The software sector is as political as any, but as it pertains to the one thing every computer needs the most, an operating system, the politics can resemble more of Medieval stage landscape, and it is the story of Microsoft and Linux that is perhaps the most riveting of all.
George R.R. Martin’s Game of Thrones (the whole series titled A Song of Ice and Fire) is one of the most popular television shows to have aired in the last decade, and it is no wonder, it’s all the makings of an excellent drama, love, war, betrayal, and vengeance (full disclosure, I haven’t read the books, but I have loved the show). Although, when you analyze things a little more extensively, you see that the beliefs are not so fantastical at all and the topics are all too familiar.
For the last thirty years the commercial software arena is so fast paced and officially vicious that it could make an industry veteran shout; it requires a genuine hero to fight to the top without participating in the scandalous practices that pervade the sector, and a hero is merely what we have found.
Game of Thrones hosts a spectrum of really dimensional characters starting from the vile and cowardly to the benevolent and wrathful, the variety is actually so thorough that it is easy to find characters that are comparable to top combatants of the computing world. There are the wealthy empires, cutpurse marketplaces, the feudalistic patent trolls, and the list continues, but A Song of Ice and Fire is a story of heroics and generosity in the face of tyrannical misfortune, and so is that of Linux and the open source community.
In order to comprehend the history of computing we have to return back to somewhere near the beginning. The genesis of operating systems as we understand them today started with Dennis Ritchie and Ken Thompson’s UNIX system. UNIX is the conceptual forefather of many, if not practically all, commercial operating systems. UNIX reigned king for quite a while, but not without passing along the torch to descendants. The family tree of UNIX is dirty, it is full of crossed lines, intermingling, and political unions, basically the typical of any royal family ancestry. Animosity and tension immediately overtook the UNIX offspring and this was the beginning of the culture of Hammurabian customs.
- Microsoft was just a notion, let alone an official business, when Gates and Allen seized the Altair 8800 with their Altair BASIC interpreter. The immediate success with the Altair lead to the instantiating of Microsoft as a legal entity in the following weeks.
- Five years after Microsoft wed into the UNIX political paradigm with the release of Xenix which had a sprint of success before being acquired by SCO.
- While IBM rebranded MS DOS to PC-DOS, Microsoft was still at liberty to sell the MS DOS merchandise to other vendors, and this was a defining moment letting one of Microsoft’s products to cascade into a computing empire. MS DOS was soon sold on the majority of home and office computers.

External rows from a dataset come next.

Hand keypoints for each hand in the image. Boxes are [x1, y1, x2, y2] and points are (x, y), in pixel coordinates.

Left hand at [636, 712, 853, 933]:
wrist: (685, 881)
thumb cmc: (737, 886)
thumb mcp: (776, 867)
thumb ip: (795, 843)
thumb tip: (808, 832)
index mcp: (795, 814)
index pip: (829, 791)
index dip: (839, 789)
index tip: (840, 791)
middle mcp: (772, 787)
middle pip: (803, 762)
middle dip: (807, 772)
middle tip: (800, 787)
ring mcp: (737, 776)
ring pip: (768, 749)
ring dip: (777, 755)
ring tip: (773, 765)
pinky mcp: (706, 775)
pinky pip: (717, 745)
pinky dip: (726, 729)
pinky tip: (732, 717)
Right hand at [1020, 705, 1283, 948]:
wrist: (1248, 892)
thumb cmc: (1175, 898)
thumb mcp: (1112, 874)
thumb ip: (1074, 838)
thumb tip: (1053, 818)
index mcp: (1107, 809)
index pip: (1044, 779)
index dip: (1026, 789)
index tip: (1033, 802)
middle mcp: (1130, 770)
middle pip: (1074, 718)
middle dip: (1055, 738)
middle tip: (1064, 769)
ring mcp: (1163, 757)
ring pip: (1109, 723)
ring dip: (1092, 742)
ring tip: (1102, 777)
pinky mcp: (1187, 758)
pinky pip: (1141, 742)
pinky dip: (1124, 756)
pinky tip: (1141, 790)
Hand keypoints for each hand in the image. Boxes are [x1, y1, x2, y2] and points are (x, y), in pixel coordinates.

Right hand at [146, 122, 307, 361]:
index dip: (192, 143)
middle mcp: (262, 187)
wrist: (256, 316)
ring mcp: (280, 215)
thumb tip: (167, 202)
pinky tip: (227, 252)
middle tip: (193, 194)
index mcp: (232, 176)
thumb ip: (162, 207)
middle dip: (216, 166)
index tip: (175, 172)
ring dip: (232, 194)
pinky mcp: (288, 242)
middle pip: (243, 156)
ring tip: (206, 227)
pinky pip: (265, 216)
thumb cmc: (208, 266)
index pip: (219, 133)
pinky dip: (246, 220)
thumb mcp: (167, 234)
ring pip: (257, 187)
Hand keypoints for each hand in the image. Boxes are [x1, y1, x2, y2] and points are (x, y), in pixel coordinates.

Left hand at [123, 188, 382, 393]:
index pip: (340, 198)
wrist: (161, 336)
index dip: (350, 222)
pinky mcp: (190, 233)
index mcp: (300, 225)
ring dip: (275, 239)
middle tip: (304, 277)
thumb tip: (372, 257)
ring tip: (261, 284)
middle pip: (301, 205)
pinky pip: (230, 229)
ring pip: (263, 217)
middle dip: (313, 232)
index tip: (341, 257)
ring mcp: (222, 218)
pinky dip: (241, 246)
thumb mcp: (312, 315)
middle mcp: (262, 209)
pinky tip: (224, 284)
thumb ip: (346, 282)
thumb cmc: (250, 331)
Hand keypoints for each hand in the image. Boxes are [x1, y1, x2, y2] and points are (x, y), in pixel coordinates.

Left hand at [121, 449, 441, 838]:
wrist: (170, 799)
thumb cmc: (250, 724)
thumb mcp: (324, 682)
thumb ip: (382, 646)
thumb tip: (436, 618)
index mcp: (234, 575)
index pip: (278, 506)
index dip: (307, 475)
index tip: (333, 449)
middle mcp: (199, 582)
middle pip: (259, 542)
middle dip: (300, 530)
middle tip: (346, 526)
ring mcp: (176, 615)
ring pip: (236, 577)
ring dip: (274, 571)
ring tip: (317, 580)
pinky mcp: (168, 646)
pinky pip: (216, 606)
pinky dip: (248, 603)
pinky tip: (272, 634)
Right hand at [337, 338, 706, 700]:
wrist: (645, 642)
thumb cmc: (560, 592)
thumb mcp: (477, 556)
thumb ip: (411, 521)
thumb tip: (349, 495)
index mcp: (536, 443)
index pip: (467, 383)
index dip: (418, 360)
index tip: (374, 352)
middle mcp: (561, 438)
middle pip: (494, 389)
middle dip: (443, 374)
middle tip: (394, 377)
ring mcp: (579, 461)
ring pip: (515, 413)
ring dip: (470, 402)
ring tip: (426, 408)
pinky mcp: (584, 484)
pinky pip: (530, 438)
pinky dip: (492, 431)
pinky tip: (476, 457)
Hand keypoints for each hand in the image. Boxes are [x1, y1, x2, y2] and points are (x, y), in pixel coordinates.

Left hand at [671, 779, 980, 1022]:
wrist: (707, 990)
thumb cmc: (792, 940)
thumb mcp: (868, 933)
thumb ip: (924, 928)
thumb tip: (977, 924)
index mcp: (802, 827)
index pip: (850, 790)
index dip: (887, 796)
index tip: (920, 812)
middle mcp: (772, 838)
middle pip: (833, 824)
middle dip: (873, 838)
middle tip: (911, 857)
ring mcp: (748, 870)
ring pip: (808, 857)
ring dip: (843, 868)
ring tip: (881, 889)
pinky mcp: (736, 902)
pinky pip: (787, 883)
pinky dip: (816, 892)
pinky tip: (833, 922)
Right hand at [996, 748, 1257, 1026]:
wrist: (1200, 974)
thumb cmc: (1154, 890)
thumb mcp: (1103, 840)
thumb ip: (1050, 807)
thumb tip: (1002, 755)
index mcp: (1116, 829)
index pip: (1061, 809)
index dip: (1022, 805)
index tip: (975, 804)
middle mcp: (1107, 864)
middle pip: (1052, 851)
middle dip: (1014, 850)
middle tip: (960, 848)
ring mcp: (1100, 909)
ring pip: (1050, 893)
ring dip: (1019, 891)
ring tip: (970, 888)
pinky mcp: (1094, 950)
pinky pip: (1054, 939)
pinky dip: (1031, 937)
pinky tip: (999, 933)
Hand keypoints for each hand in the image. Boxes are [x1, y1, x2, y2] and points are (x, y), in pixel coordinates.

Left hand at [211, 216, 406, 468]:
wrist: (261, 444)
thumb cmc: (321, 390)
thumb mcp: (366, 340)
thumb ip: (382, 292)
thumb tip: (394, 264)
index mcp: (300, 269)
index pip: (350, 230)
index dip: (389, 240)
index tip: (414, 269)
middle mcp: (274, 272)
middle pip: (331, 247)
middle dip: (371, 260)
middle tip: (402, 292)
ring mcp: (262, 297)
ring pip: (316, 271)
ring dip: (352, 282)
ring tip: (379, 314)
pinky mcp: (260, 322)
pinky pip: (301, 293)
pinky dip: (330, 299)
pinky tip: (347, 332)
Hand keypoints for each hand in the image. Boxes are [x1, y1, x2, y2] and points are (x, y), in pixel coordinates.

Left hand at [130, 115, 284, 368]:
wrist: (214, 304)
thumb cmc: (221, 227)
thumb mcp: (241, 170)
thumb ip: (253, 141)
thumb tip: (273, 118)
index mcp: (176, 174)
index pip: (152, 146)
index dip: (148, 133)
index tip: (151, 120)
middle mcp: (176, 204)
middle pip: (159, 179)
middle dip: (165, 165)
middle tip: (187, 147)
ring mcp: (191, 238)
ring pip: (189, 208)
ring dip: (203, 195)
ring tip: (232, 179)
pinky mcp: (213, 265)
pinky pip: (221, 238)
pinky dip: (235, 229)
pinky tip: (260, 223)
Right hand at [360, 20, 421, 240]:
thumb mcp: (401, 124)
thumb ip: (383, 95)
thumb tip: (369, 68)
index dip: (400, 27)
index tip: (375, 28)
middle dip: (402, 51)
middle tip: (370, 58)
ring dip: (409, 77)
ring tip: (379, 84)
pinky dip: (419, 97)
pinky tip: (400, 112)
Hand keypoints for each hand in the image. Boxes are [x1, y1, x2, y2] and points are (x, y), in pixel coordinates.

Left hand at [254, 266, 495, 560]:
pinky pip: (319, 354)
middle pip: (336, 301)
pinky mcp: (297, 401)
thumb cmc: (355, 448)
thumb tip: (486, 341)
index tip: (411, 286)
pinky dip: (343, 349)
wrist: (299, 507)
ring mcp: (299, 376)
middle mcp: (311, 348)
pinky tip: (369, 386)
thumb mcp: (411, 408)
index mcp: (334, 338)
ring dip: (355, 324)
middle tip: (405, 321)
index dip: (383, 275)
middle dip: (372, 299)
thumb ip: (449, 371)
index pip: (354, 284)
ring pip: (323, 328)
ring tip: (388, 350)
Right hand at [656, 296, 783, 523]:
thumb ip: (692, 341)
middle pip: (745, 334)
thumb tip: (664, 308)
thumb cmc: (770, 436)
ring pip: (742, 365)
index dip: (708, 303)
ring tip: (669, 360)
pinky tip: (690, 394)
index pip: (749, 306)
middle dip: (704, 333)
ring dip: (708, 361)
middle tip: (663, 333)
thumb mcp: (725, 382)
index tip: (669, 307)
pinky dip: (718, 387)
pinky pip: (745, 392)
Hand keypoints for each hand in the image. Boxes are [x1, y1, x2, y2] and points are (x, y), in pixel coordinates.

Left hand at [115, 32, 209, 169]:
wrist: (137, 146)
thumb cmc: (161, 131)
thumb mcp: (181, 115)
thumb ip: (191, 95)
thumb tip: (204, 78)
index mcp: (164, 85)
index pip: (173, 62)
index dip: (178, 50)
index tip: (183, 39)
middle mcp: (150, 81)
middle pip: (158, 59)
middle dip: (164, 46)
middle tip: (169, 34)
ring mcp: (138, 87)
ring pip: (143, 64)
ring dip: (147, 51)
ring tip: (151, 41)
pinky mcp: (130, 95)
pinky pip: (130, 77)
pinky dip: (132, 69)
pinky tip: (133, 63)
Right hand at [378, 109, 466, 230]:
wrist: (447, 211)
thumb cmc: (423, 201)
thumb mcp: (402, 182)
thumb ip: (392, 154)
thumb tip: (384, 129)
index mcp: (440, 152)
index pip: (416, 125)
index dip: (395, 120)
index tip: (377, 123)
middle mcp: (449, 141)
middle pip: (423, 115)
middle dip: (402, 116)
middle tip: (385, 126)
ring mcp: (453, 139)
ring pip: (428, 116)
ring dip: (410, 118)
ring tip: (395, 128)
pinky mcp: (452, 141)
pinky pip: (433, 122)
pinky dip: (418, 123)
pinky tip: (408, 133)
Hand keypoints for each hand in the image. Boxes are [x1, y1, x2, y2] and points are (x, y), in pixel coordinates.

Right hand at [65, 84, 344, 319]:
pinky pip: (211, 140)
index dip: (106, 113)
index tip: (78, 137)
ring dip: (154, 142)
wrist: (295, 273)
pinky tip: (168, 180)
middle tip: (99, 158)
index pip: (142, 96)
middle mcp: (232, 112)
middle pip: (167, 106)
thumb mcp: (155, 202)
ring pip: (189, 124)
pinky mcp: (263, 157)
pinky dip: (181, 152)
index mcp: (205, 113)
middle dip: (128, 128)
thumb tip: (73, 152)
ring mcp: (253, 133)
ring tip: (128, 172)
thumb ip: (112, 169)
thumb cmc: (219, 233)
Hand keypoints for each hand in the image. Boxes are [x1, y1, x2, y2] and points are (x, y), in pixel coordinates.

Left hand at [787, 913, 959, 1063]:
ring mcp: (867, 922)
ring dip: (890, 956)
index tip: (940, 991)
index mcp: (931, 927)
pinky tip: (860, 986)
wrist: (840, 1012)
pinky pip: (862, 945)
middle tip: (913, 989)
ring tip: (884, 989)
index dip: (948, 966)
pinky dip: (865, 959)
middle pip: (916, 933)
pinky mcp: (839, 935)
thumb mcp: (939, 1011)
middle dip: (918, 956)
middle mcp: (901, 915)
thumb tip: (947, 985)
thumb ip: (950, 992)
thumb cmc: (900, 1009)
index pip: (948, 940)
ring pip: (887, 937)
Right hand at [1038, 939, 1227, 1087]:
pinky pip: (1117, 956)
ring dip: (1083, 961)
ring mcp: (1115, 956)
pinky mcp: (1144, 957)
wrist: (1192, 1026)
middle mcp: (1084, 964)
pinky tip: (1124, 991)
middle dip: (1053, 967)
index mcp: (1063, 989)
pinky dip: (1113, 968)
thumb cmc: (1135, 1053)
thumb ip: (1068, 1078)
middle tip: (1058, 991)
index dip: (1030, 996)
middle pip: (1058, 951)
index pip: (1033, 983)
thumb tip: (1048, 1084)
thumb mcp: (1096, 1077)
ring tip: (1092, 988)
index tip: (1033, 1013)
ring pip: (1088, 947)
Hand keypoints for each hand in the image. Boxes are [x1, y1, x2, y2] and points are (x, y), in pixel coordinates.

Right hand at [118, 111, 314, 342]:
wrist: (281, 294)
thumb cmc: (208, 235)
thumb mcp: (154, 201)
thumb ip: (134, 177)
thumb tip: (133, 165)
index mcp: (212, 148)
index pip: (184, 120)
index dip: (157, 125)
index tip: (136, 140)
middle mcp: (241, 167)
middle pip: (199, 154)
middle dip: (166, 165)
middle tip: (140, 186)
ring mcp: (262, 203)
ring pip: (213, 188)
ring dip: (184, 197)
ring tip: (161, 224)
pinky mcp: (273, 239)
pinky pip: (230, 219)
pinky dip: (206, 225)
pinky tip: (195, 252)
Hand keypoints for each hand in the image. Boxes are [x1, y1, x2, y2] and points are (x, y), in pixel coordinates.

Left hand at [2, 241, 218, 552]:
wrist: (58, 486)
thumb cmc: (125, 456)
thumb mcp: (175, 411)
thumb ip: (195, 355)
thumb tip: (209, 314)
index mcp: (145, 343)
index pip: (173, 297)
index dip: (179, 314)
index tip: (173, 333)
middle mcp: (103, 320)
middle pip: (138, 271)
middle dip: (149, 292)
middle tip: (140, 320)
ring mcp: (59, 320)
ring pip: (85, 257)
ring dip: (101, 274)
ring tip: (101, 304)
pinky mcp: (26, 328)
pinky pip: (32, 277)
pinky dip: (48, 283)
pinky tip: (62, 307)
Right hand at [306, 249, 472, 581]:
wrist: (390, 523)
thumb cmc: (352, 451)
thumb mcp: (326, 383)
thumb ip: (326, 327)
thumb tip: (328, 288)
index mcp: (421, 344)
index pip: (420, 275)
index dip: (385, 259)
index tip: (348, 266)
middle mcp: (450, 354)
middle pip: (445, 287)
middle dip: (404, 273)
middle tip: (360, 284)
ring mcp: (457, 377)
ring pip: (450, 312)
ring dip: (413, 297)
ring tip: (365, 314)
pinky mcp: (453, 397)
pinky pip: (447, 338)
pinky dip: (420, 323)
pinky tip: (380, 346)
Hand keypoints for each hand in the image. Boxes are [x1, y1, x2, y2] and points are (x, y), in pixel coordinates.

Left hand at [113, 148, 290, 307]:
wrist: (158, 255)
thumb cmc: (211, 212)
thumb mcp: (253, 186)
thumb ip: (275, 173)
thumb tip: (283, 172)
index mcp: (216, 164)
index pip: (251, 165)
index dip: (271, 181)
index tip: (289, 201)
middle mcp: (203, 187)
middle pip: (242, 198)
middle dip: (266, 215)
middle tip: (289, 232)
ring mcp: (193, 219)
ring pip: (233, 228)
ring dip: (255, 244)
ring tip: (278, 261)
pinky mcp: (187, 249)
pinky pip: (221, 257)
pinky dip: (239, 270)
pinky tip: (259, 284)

- This all transpired in parallel to the development Apple’s products from which MS DOS fiercely won market share putting them at the top of operating system sales. Microsoft’s just realized market share afforded them a power that had not been wielded in computing before, the power of a close monopoly, and as it is said, power corrupts.
A brutal rivalry grew between Apple and Microsoft complete with corporate cloak and dagger. It was not unusual for either to approach smaller businesses with the objective to get their valuable products so that you can bolster their repertoires, and it was also not unusual to unethically exhaust these smaller businesses with legal fees until they’d no choice but to sell. Scott McNealy was quoted on the matter saying “R&D [research and development] and M&A [mergers and acquisitions] are the same thing [at Microsoft].” The feud between Apple and Microsoft was merely embellished by the high cost of UNIX systems that left the affordable computer market in a dipole. It was the exact concern Linus Torvalds determined to address when he started the Linux operating system in 1991, so when the war between Apple and Microsoft was waged, the brainchild that would grow up to be a hero came to be.
Linux was never meant to be professional, Torvalds acknowledged, the goal was to supply pupils with something that was UNIX compliant with no inherent UNIX cost. It looked to be a common ideal because Linux developed into a powerful victor heralding the banner of freedom of software in tandem with the GNU Project.
The possibility of Linux was soon realized in the corporate boardrooms. UNIX systems were still very expensive which left Linux completely unprecedented in its lack of cost. Linux quickly laid siege to the server market inciting an animosity of Linux in Microsoft that began to fester.